Через два года Аргус, под одобрительное рычание своры, завалил собственного родителя, домогаясь благосклонности родной сестры. Дядя Алким сказал: царская собака. Впрочем, я не очень понял, что имеет в виду дядя Алким, как обычно говоривший загадками. Зато я хорошо понял, что значит быть богом.
Я был богом для немого Аргуса.
* * *
Сопровождаемый верным псом. Одиссей вразвалочку прошелся к границе пастушьего лагеря. Похромал на правую ногу; похромал на левую; вовсе перестал хромать. Такое с ним случалось — у Эвмея перенял. Когда глубоко задумывался, начинал хромать: столь же внезапно, сколь и переставал.
Только ноги путал.
Долго стоял у вечнозеленого маквиса-колючника, глядя перед собой и думая о своем.
Чего там было глядеть? тоже мне, Флегрейские поля после битвы с Гигантами! — овцы как овцы, козы как козы. Пасутся, щиплют травку. Бекают-мекают, курдюки наращивают. Молочком запасаются. Ниже по склону, где начинается дальний луг, коровник Филойтий трудится. Храпит, аж горы трясутся. Вокруг Филойтия коровы валяются. Он средство знает: как наедятся буренки до отвала, так он их тесно-тесно сгоняет. Бок о бок. Коровы постоят-постоят, и ложиться начинают.
Потом их Посейдоновым трезубцем не подымешь.
— Эвмей!
Со стороны моря ударил холодный порыв ветра, приник, обнял мокрыми крыльями. Но рыжий басиленок не стал ежиться. Не побежал кутаться в накидку. Стоит, как стоял: лишь в повязке на чреслах.
Привык.
— Эвмей, заешь тебя Сцилла!
— Здесь я, здесь…
— Сбегай, подыми Филойтия. Ночью отоспится. Скажи ему, пусть возьмет три лоха [25] лаконских щитоносцев. И быстрым маршем перегонит вон туда, в направлении Афин.

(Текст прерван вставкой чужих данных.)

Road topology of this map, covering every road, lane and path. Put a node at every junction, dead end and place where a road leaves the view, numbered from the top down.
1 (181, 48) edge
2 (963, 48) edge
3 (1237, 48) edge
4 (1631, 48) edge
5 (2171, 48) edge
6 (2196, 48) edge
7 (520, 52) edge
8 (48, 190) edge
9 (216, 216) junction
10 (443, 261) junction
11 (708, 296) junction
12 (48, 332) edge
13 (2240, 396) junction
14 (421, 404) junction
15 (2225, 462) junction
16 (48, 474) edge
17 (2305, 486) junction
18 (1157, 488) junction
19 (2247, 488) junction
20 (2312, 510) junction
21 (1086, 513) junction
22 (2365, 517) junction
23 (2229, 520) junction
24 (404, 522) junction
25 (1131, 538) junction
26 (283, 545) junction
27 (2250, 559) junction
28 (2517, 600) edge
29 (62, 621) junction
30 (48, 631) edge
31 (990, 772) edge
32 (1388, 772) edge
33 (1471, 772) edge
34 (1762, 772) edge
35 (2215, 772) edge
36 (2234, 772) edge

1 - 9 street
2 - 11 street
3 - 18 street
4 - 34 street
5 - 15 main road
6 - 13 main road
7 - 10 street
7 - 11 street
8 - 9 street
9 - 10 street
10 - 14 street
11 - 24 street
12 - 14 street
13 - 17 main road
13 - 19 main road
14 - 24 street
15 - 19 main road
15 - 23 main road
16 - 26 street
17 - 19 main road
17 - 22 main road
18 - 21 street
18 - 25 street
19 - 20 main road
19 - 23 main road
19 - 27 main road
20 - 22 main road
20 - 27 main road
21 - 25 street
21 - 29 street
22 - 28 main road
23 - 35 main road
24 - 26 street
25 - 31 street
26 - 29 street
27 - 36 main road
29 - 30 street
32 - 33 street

Рябой Эвмей почесал затылок, отнюдь не спеша исполнять приказанное. Тоже воззрился на лохи рогатых щитоносцев, на полководца-коровника; на Афины — две дикие оливы, украшавшие пригорок.
— Ты думаешь, басиленок…
— Ага. Думаю.
— А если дамат Алким не примет боя и оставит Аттику?

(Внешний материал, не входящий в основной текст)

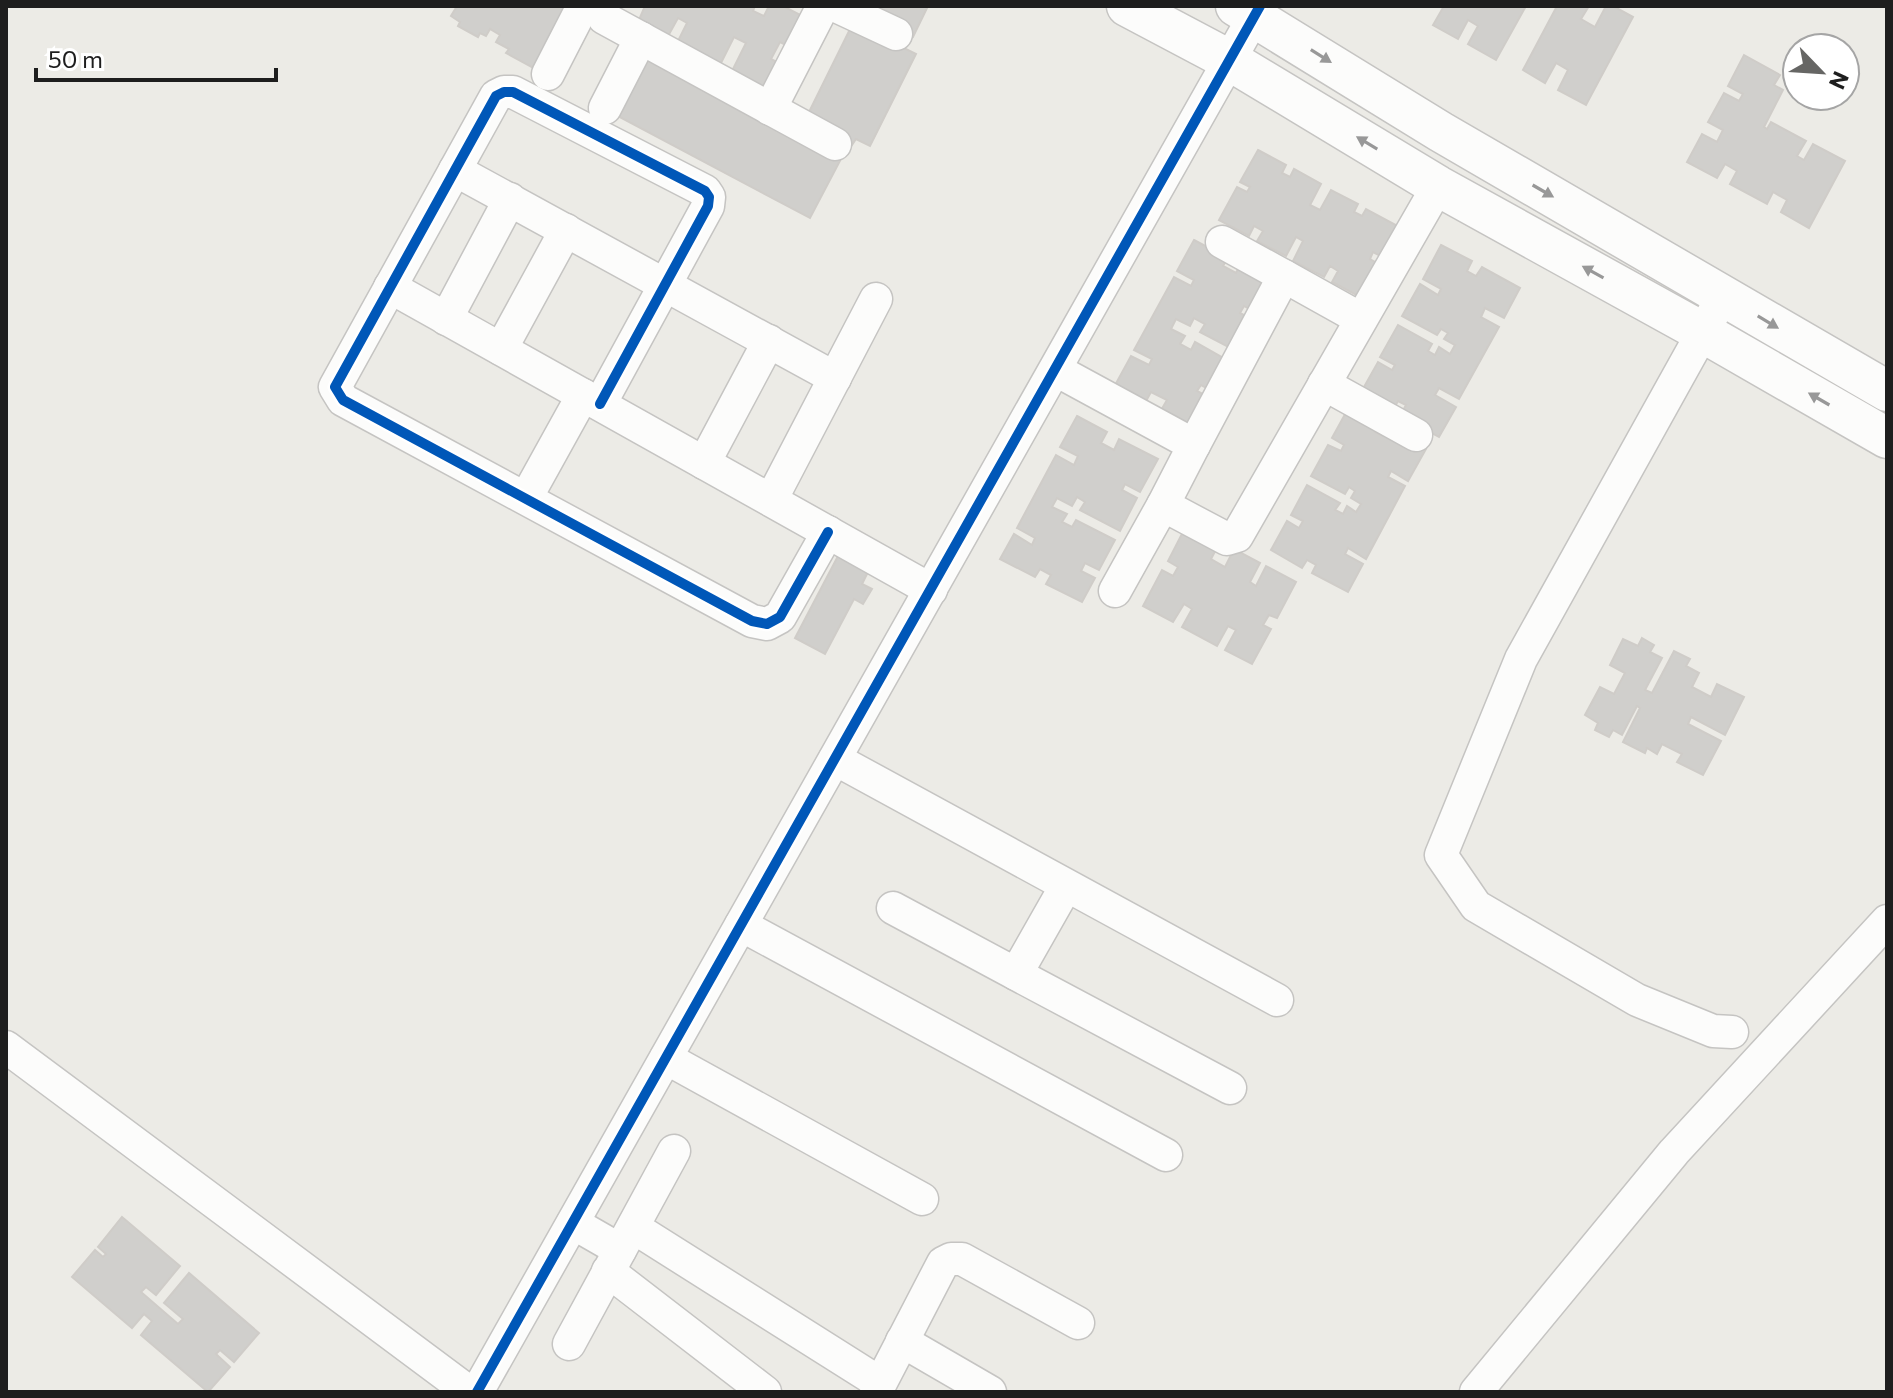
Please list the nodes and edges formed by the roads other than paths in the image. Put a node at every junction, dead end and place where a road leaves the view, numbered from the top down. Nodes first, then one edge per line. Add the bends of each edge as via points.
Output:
1 (823, 6) edge
2 (836, 6) edge
3 (1127, 6) edge
4 (595, 9) edge
5 (1250, 9) edge
6 (896, 34) dead end
7 (641, 38) junction
8 (1229, 60) junction
9 (548, 74) dead end
10 (605, 108) dead end
11 (770, 109) junction
12 (835, 144) dead end
13 (455, 170) junction
14 (1438, 186) junction
15 (510, 199) junction
16 (566, 230) junction
17 (1222, 242) dead end
18 (1284, 276) junction
19 (665, 284) junction
20 (390, 287) junction
21 (1721, 294) junction
22 (876, 299) dead end
23 (446, 319) junction
24 (1361, 319) junction
25 (1704, 333) junction
26 (769, 341) junction
27 (501, 349) junction
28 (1056, 370) junction
29 (835, 378) junction
30 (1324, 384) junction
31 (1887, 391) edge
32 (591, 400) junction
33 (1416, 435) dead end
34 (1887, 438) edge
35 (1194, 445) junction
36 (704, 463) junction
37 (526, 498) junction
38 (771, 500) junction
39 (1163, 505) junction
40 (828, 532) junction
41 (931, 590) junction
42 (1115, 591) dead end
43 (835, 759) junction
44 (1066, 886) junction
45 (893, 908) dead end
46 (1887, 921) edge
47 (741, 925) junction
48 (1016, 974) junction
49 (1277, 1000) dead end
50 (1732, 1032) dead end
51 (6, 1047) edge
52 (666, 1058) junction
53 (1230, 1088) dead end
54 (674, 1151) dead end
55 (1166, 1155) dead end
56 (922, 1199) dead end
57 (573, 1223) junction
58 (620, 1250) junction
59 (1078, 1323) dead end
60 (902, 1341) junction
61 (569, 1344) dead end
62 (878, 1388) edge
63 (469, 1392) edge
64 (477, 1392) edge
65 (765, 1392) edge
66 (990, 1392) edge
67 (1476, 1392) edge

1 - 11 street
2 - 6 street
3 - 8 street
4 - 7 street
4 - 9 street
5 - 8 street
5 -> 21 street via 1441,132
7 - 10 street
7 - 11 street
14 -> 8 street
8 - 28 street
11 - 12 street
13 - 15 street
13 - 19 street via 496,96 513,92 705,191 708,206
13 - 20 street
14 - 24 street
25 -> 14 street
15 - 16 street
15 - 23 street
16 - 19 street
16 - 27 street
17 - 18 street
18 - 24 street
18 - 35 street
19 - 26 street
19 - 32 street
20 - 23 street
20 - 37 street via 335,387 337,394
21 - 25 street
21 -> 31 street
22 - 29 street
23 - 27 street
24 - 30 street
34 -> 25 street
25 - 50 street via 1521,659 1441,855 1476,906 1637,1000 1713,1031
26 - 29 street
26 - 36 street
27 - 32 street
28 - 35 street
28 - 41 street
29 - 38 street
30 - 33 street
30 - 39 street via 1237,536 1227,539
32 - 36 street
32 - 37 street
35 - 39 street
36 - 38 street
37 - 40 street via 752,621 767,624 780,617
38 - 40 street
39 - 42 street
40 - 41 street
41 - 43 street
43 - 44 street
43 - 47 street
44 - 48 street
44 - 49 street
45 - 48 street
46 - 67 street via 1674,1152
47 - 52 street
47 - 55 street
48 - 53 street
51 - 63 street
52 - 56 street
52 - 57 street
54 - 58 street
57 - 58 street
57 - 64 street
58 - 61 street
58 - 62 street
58 - 65 street
59 - 60 street via 962,1259 951,1259 943,1263
60 - 62 street
60 - 66 street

— Разумеется, не примет. Что он, пальцем деланный?! В придачу, наверное, еще и Афины дотла сожжет. Мы его в Беотии прижмем, во время отступления, — грязный палец ткнул налево, в дальний край луга, где блестели умытыми боками пять-шесть валунов. — У Платей, ближе к Киферонским взгорьям. Возьмем в клещи; добычи захватим — немерено…
При упоминании о добыче Эвмей радостно заухмылялся.
И, припадая набок, ссыпался вниз по склону: «Филой-тий! Филойтий, губошлеп! вставай! гони лаконцев в Аттику! у нас союз!..»
Одиссей, морща лоб, глядел вслед рябому свинопасу. Вряд ли рыжий всерьез задумывался, что, услышь их разговор кто посторонний — воистину счел бы обоих безумцами. Изрек бы глубокомысленно: «Кого боги желают покарать — лишают разума!» Не было здесь, на итакийских пастбищах, посторонних; да и считаться меж людьми безумцем сыну Лаэрта было привычней, чем диву-дивному Химере на три голоса рычать-шипеть-мекать.